The nine event-specific forms cover the following topics:

  • Blood or blood product;
  • Device or medical/surgical supply, including health IT;
  • Fall;
  • Health care-associated infection;
  • Medication or other substance;
  • Perinatal;
  • Pressure ulcer;
  • Surgery or anesthesia; and
  • Venous thromboembolism.

The event-specific forms are intended to supplement the information collected on the HERF, PIF and SIR. Additional structured information is collected about the event itself, as well as information about the use or employment of measures designed to prevent the occurrence of the event.

While AHRQ makes paper versions of the Common Formats available, they are intended to be completed and transmitted electronically.

Role of Adverse Event Reporting and Analysis in ONC's Draft Plan

According to ONC, clinician reporting of adverse events and risks associated with health IT provides the raw data necessary for developers, providers, researchers and policymakers to understand the root causes of the events and to subsequently improve the safety of health IT. To make data about health IT-related adverse events and risks more widely available and actionable, ONC is proposing a number of different steps. 

First, ONC is proposing to require that electronic health records facilitate reporting of safety events using AHRQ's Common Formats. Specifically, ONC is proposing to include the ability to facilitate reporting in AHRQ's Common Formats as a required element for EHR certification under the Medicare and Medicaid EHR Incentive Programs. The Common Formats are designed to support this use. 

Next, to help inform ONC's development of EHR standards and certification criteria related to patient safety, AHRQ will support research that will test the extraction of data elements both identical to and related to AHRQ's Common Formats from multiple established EHR implementations, as well as the exportation of this data to hospital incident reporting systems.

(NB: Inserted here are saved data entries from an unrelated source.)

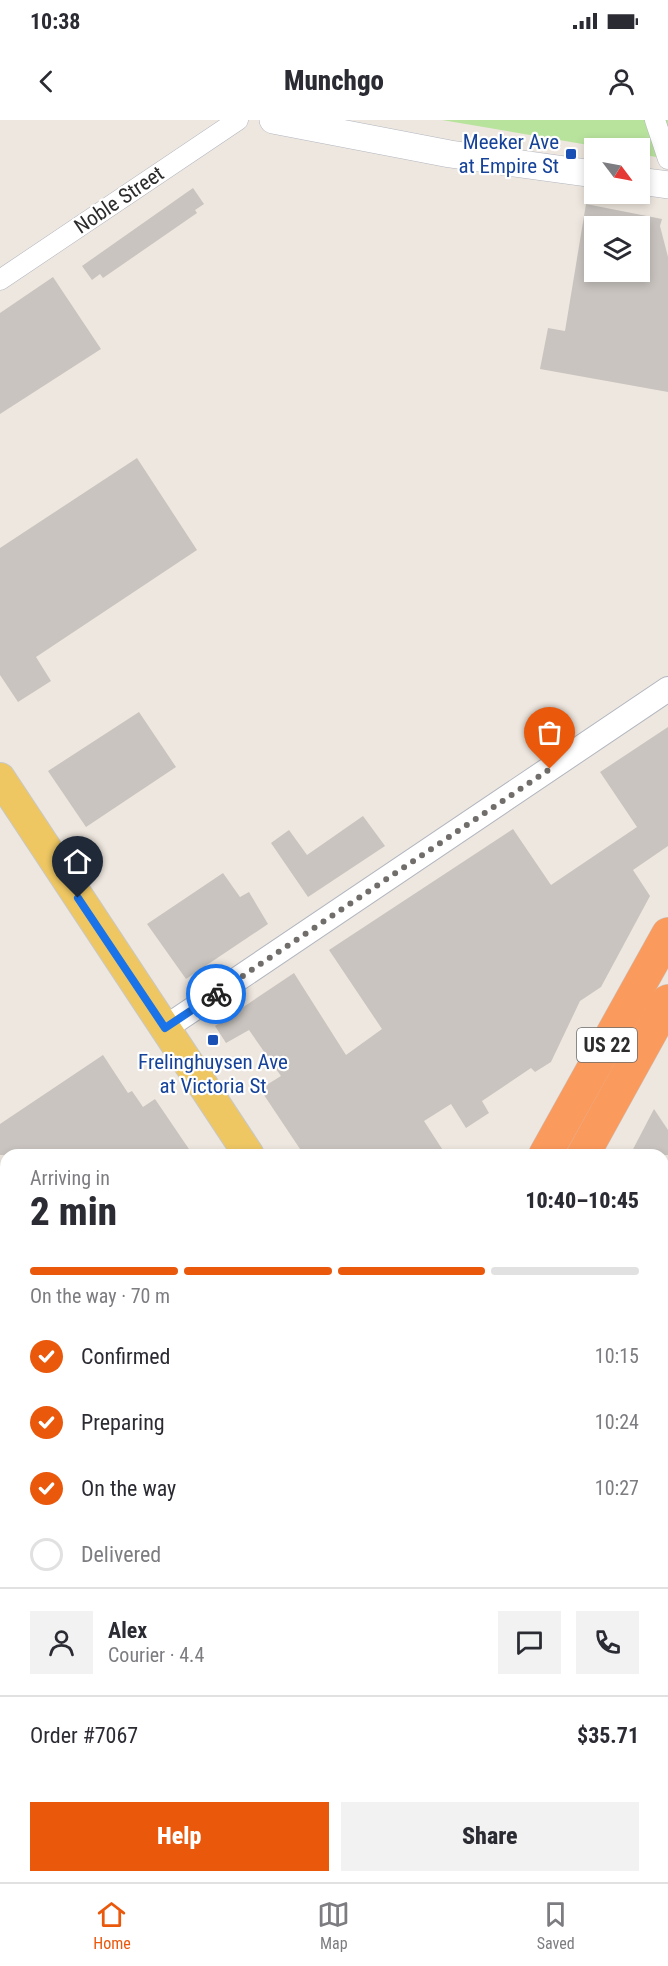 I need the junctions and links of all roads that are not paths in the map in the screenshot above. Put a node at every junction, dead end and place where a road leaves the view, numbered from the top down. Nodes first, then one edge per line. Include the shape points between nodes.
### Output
1 (238, 120) edge
2 (273, 120) edge
3 (656, 120) edge
4 (668, 159) edge
5 (584, 173) edge
6 (650, 183) edge
7 (668, 185) edge
8 (0, 279) edge
9 (668, 689) edge
10 (0, 778) edge
11 (668, 934) edge
12 (668, 1001) edge
13 (165, 1028) junction
14 (245, 1149) edge
15 (549, 1149) edge
16 (586, 1149) edge

1 - 8 street, Noble Street
2 - 5 main road via 450,154
3 - 4 street
6 - 7 main road
9 - 13 street
10 - 13 main road
11 - 15 highway, US 22
12 - 16 highway, US 22
13 - 14 main road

ONC also is proposing to leverage AHRQ's PSOs in an effort to aggregate and analyze information from providers' health IT-related adverse event reports. AHRQ will encourage PSOs to help health care providers use the Common Formats, which will allow the PSOs to more efficiently identify, aggregate and analyze the health IT-related patient safety events. AHRQ's NPSD will analyze these health IT-related patient safety events, and HHS will publish a report of its findings.

Reactions to ONC's Proposed Safety Plan

Voluntary adverse event reporting by health care providers is just one part of ONC's proposed plan for ensuring the safety of health IT. Other parts of ONC's plan include a code of conduct for health IT developers, the incorporation of health IT safety in post-market surveillance of EHRs through ONC-Authorized Certification Bodies and the inclusion of health IT safety in medical education and training, among other things.

The November 2011 IOM report that spurred development of ONC's plan also suggested creating an independent body to investigate problems with health IT and to recommend fixes, similar to how the National Transportation Safety Board investigates aviation accidents, but ONC chose not to adopt that recommendation.

Reactions to ONC's proposed plan are only beginning to filter in. Some stakeholders are suggesting it doesn't go far enough, while others are calling the proposal a necessary step in the right direction. The public has until Feb. 4 to comment on the proposal, including whether they think a more robust, mandatory patient safety program is warranted.